Exercise details:
Where the string "Answer" occurs in the material below, report the whole line.

Data supplied:
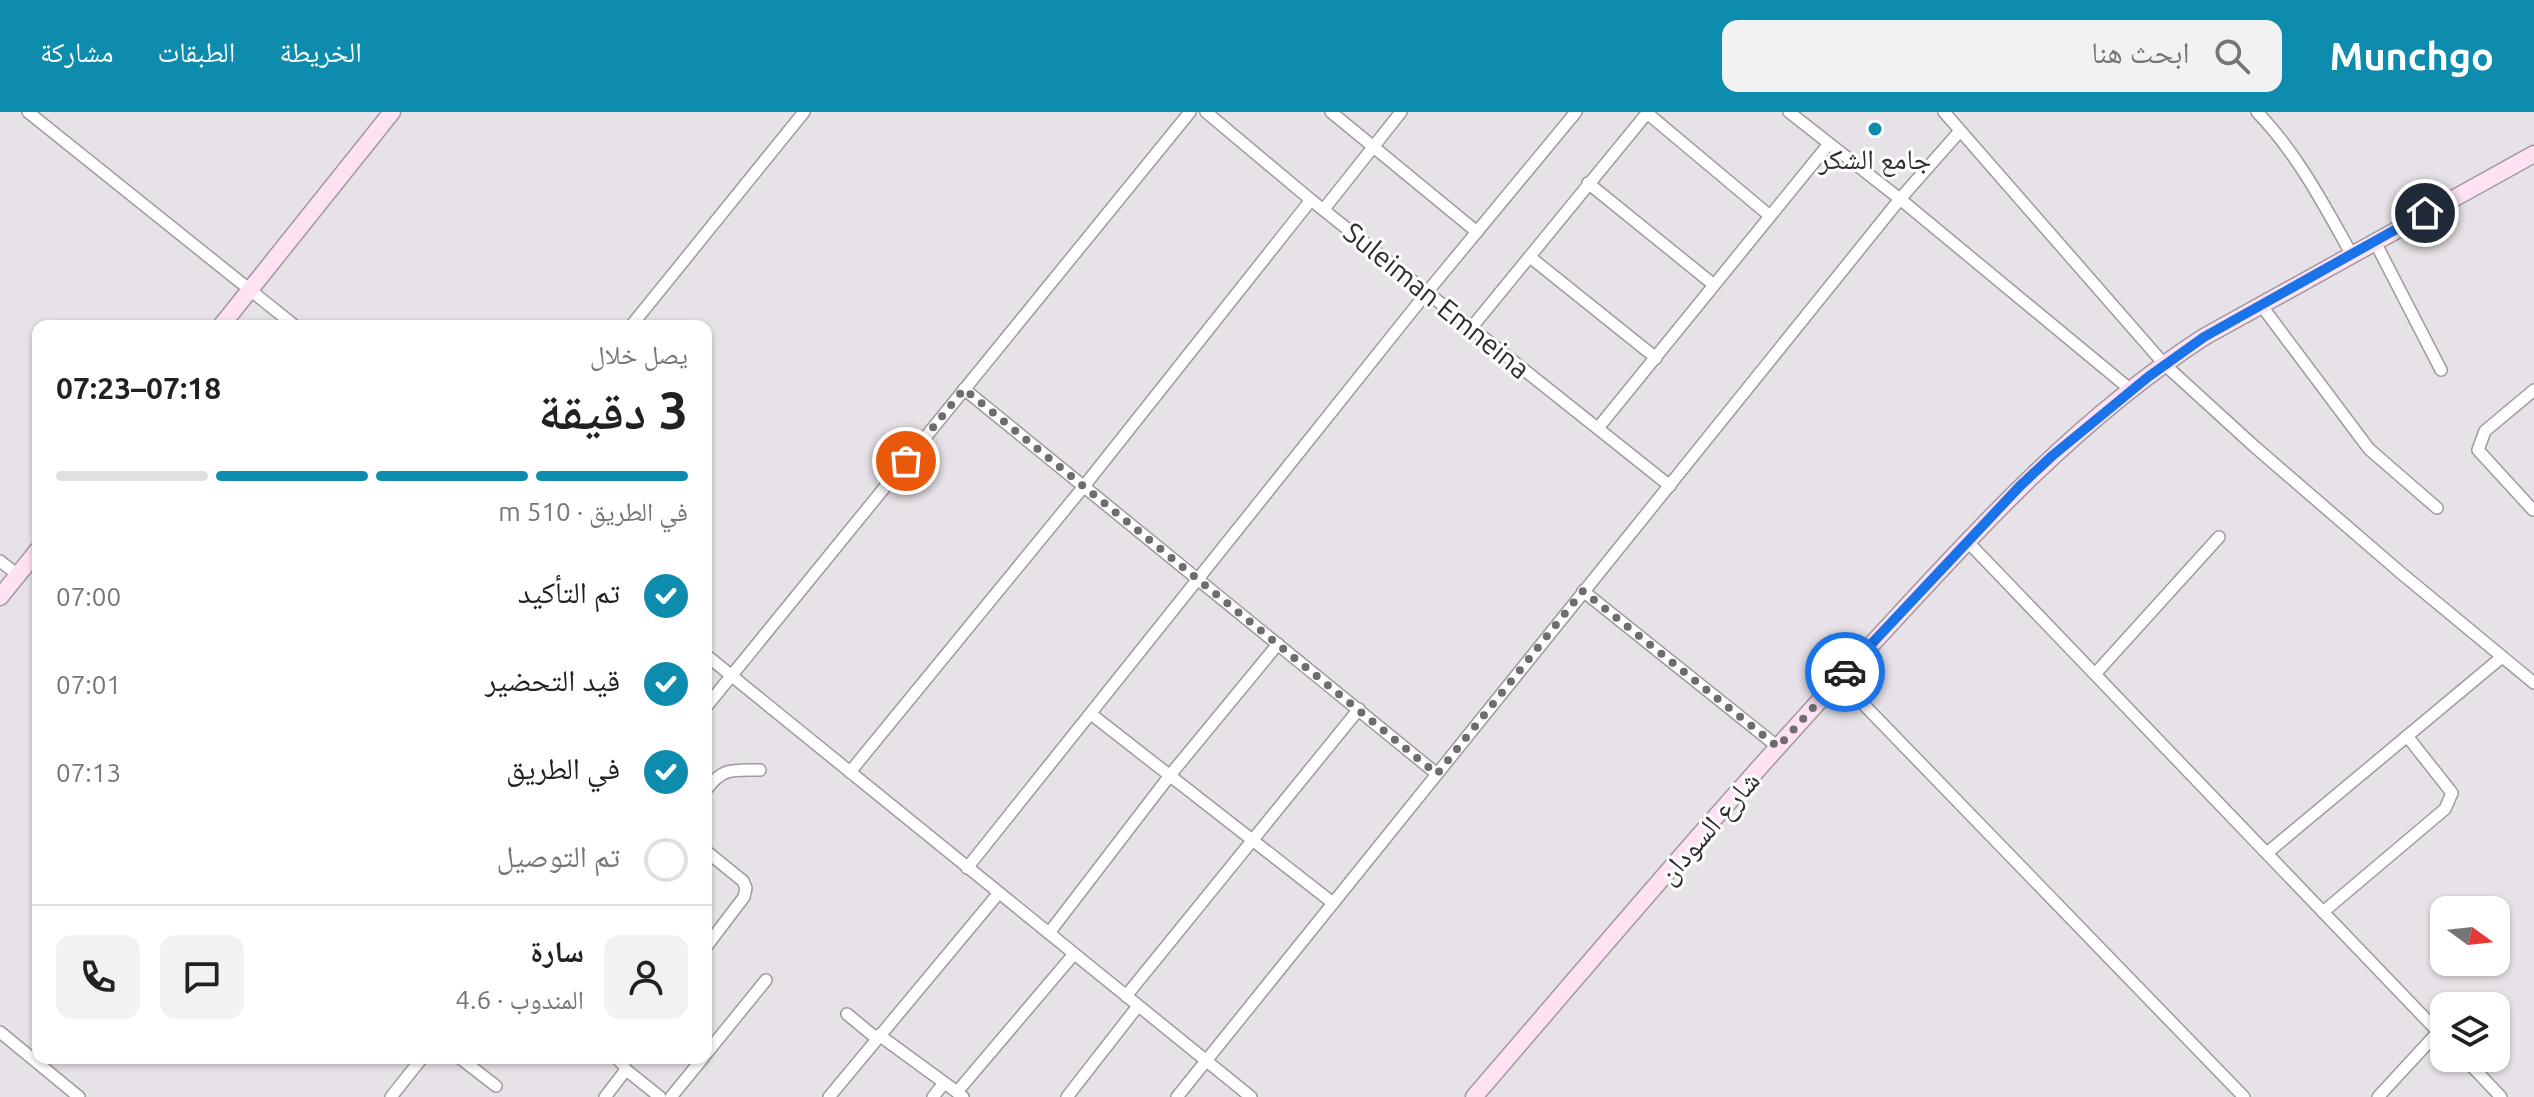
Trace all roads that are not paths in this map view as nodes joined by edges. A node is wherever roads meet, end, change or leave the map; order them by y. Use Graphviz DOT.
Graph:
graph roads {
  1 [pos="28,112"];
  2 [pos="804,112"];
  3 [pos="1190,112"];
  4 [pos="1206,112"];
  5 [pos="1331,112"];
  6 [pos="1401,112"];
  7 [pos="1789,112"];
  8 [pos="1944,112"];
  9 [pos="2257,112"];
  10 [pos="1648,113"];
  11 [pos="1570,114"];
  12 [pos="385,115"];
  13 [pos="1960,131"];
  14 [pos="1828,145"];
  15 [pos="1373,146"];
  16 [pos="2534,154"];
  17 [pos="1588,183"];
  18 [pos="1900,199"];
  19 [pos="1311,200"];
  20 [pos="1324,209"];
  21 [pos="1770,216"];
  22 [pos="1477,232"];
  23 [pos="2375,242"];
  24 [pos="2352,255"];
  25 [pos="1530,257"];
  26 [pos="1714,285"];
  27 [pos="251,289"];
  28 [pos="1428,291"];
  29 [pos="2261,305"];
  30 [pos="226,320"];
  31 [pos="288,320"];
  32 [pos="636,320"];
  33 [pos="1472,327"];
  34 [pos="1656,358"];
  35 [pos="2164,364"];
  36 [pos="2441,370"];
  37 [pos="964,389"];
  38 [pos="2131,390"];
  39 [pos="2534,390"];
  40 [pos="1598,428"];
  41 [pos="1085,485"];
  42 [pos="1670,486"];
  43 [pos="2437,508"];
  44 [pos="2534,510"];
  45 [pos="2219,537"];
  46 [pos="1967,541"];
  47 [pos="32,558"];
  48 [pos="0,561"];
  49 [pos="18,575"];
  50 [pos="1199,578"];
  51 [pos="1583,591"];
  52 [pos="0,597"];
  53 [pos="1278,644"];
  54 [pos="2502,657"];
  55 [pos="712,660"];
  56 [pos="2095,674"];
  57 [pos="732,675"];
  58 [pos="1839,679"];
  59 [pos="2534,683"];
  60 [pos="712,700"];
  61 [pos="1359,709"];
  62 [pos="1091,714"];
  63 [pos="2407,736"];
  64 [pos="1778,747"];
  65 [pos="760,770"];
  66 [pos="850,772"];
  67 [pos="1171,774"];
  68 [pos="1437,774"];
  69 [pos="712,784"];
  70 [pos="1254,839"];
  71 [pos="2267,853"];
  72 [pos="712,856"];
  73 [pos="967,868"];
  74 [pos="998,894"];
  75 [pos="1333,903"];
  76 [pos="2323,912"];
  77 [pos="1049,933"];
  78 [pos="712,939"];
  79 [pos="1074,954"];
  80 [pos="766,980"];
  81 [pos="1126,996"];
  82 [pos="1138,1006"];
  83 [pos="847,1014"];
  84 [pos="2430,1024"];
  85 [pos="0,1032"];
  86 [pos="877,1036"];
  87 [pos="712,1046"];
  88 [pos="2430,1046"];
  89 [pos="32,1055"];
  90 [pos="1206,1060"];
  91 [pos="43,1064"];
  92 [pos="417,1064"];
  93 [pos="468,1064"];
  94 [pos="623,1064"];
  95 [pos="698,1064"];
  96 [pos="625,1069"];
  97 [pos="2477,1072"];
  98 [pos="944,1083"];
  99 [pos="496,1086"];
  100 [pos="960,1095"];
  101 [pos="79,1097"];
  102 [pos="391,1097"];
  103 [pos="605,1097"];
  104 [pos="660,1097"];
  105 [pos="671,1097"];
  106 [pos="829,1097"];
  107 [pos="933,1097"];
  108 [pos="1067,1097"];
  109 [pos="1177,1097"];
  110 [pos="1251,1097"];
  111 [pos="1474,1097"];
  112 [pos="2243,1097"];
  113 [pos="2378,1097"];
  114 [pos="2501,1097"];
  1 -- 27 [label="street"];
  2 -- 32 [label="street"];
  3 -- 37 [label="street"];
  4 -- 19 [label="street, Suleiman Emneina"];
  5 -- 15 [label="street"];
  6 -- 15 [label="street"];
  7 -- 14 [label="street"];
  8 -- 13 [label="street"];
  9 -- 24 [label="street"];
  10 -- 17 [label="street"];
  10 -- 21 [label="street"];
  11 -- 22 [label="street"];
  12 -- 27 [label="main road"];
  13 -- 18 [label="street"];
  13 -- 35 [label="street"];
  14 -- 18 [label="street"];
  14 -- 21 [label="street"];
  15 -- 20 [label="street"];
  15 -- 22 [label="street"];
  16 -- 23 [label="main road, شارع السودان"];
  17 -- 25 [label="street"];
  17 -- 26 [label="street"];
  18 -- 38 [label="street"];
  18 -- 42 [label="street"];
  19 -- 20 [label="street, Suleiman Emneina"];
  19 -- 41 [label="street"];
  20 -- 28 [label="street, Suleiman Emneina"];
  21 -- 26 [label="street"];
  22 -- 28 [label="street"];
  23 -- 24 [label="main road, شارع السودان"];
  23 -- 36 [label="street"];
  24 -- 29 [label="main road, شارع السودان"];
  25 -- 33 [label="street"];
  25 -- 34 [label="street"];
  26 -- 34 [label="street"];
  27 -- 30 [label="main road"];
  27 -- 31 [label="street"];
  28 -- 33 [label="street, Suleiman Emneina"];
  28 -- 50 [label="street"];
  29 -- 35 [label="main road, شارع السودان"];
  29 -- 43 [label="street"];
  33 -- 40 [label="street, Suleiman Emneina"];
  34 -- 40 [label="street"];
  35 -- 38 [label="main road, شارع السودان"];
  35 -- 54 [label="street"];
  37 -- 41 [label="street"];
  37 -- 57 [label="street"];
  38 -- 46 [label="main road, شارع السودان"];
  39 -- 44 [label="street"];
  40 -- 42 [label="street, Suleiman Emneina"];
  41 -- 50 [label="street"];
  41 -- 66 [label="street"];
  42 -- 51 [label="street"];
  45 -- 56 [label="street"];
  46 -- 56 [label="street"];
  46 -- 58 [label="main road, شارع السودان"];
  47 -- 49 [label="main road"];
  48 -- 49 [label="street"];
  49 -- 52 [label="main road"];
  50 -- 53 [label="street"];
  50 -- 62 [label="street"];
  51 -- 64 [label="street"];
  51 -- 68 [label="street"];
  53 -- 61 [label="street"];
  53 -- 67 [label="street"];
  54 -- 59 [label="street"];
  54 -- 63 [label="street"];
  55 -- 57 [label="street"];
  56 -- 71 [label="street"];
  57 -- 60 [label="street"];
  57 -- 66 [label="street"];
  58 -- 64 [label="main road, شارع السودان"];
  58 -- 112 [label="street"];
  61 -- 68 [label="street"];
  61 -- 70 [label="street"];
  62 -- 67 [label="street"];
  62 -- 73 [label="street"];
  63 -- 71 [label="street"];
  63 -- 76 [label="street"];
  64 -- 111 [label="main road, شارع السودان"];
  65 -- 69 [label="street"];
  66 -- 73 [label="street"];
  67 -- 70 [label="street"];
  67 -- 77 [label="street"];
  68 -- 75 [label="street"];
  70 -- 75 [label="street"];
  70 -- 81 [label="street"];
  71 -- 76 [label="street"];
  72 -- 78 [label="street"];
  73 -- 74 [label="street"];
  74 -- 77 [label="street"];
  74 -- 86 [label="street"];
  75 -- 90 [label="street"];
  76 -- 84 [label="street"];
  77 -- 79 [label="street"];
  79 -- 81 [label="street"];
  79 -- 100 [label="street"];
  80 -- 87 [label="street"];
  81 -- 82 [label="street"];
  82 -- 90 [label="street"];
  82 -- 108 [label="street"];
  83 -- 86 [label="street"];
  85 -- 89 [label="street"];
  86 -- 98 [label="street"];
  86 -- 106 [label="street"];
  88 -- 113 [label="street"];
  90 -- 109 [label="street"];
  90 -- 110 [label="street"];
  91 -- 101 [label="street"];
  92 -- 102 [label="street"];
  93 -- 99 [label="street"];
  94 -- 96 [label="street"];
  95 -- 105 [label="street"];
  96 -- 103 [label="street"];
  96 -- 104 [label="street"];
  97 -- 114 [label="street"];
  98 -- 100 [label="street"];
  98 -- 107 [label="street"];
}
* * *
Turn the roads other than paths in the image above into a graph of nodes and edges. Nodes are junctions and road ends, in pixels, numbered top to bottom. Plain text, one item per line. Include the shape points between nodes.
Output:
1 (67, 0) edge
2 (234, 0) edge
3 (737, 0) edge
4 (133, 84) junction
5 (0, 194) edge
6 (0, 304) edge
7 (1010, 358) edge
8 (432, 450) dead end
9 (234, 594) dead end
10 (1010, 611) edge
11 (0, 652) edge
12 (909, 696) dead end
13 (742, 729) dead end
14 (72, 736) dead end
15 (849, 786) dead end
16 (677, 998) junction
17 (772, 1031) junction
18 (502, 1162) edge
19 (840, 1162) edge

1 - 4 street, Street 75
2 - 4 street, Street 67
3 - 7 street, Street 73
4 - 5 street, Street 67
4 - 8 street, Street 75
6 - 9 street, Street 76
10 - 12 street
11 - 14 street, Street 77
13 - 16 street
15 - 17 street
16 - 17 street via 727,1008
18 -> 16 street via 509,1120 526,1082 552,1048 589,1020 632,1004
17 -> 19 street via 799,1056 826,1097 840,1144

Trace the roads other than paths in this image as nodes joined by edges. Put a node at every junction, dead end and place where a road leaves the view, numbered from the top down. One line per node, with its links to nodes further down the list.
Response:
...
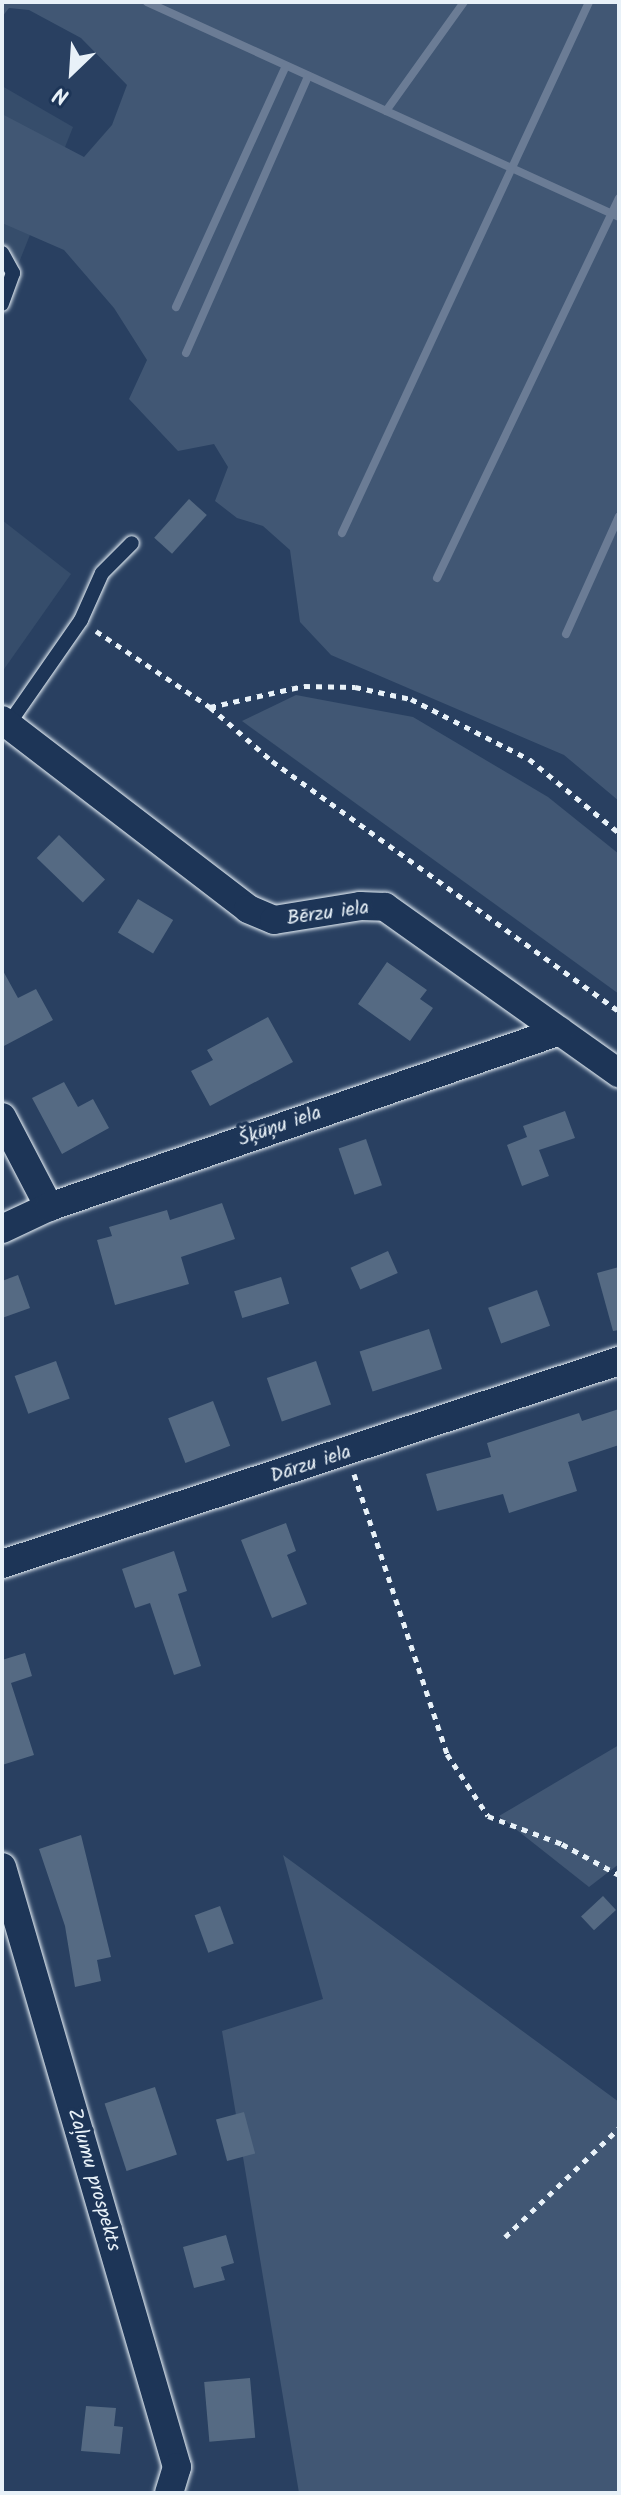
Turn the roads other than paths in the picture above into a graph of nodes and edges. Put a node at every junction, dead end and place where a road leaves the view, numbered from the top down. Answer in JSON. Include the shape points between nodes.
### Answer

Task output:
Turn the roads other than paths in the picture above into a graph of nodes and edges. Put a node at every junction, dead end and place where a road leaves the view, numbered from the top down. Answer in JSON. Include the shape points between nodes.
### Answer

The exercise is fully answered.